Two separate sorts of conversations are implied. At the moment of crisis, as during the pandemic, the state at extremely short notice looking to procure ‘capability’ – during covid, for example, consultancy for scoping security of vaccination centres, and security officers to protect vaccines; if the Army was deploying abroad, maybe a ‘surge capacity’ of private security alongside Border Force. But ideally earlier should come discussions over policy, so that private security can understand what the state wants, and can inform the state what a tender ought to read like (and what price is sensible).
The state’s servants still have a residual suspicion of the private sector in general. Besides civil servants and the Army (with good manners) telling private industry that they know best, the state’s agents will understandably be shy of engaging with business people due to a fear of being seen to favour one over another, which might lead to accusations of corruption. At any tender by the state for security services, all but the successful bidder will not get the work; disappointment (or a stronger reaction) is inevitable.

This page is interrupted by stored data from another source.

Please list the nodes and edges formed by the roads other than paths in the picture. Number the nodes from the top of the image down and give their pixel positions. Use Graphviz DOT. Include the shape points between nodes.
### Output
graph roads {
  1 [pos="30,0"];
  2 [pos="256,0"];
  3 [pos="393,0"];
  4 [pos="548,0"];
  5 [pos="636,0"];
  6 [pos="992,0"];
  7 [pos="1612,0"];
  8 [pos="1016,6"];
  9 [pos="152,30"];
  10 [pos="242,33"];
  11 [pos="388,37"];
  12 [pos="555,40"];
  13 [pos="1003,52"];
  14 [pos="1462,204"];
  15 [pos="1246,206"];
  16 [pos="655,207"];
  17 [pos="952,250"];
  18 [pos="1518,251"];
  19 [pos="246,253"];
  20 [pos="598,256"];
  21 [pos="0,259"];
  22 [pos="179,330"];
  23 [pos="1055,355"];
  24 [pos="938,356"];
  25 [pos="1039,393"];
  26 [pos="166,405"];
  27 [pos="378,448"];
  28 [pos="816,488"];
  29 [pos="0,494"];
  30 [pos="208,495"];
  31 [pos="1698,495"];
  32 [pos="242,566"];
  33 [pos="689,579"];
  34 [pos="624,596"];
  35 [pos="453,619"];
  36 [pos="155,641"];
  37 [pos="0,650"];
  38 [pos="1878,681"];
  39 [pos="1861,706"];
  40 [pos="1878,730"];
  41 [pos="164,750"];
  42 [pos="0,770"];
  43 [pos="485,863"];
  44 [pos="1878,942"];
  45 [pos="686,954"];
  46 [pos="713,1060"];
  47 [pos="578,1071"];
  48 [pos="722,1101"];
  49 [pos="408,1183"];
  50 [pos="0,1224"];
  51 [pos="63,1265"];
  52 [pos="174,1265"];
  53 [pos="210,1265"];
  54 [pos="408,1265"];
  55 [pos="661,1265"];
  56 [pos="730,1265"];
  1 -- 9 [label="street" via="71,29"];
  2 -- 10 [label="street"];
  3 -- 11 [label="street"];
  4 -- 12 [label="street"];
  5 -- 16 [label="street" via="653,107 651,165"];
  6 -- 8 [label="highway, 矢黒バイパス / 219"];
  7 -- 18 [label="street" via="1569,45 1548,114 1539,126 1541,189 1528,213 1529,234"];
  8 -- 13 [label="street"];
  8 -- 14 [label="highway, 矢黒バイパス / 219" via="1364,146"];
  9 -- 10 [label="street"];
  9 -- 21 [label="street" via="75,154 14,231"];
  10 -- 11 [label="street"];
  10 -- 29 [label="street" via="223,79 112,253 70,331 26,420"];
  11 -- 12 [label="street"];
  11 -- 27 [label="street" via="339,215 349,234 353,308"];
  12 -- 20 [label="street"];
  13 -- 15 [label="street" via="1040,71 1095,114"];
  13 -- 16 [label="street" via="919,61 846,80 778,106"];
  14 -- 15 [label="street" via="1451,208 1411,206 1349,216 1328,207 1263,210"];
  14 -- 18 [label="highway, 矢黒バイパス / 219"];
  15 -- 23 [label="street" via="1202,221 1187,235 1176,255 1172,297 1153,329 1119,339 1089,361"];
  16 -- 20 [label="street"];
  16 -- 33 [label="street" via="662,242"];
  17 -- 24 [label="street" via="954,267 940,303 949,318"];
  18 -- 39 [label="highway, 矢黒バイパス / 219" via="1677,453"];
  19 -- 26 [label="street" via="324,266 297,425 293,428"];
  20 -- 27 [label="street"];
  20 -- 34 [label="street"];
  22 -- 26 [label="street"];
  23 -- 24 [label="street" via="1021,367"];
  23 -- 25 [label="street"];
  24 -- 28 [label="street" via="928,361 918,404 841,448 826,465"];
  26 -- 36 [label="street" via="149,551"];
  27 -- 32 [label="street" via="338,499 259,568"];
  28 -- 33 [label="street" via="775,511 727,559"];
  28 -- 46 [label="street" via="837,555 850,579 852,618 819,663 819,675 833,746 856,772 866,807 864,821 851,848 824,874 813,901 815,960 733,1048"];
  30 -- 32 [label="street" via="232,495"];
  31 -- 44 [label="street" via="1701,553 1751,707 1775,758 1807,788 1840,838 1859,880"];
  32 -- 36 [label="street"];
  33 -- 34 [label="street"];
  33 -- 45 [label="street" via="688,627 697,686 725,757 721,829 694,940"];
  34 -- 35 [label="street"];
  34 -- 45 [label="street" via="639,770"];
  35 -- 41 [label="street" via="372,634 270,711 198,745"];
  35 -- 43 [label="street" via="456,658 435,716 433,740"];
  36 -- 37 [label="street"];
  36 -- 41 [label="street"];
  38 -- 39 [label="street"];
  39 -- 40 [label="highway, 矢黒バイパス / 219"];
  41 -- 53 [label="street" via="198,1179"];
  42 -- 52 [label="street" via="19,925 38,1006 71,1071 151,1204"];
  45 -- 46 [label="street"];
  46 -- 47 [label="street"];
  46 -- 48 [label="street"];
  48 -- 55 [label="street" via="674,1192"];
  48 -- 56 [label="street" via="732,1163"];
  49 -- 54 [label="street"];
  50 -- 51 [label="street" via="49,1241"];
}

Even if a non-commercial representative of the industry or a member of the umbrella group the Security Commonwealth seeks to influence policy (and they have, only to be knocked back), who’s the right person to speak to? A minister, or civil servant, or SPAD (special political adviser)? Even if industry does find the right one, they may well move department, or the SPAD and their minister may be out of office next year, and the work of building a relationship has to start again. Besides, government is siloed – the Home Office, Ministry of Defence and the security service MI5 each have something to do with protective security, and face the same difficulty in keeping up relationships, even within their own departments, let alone beyond.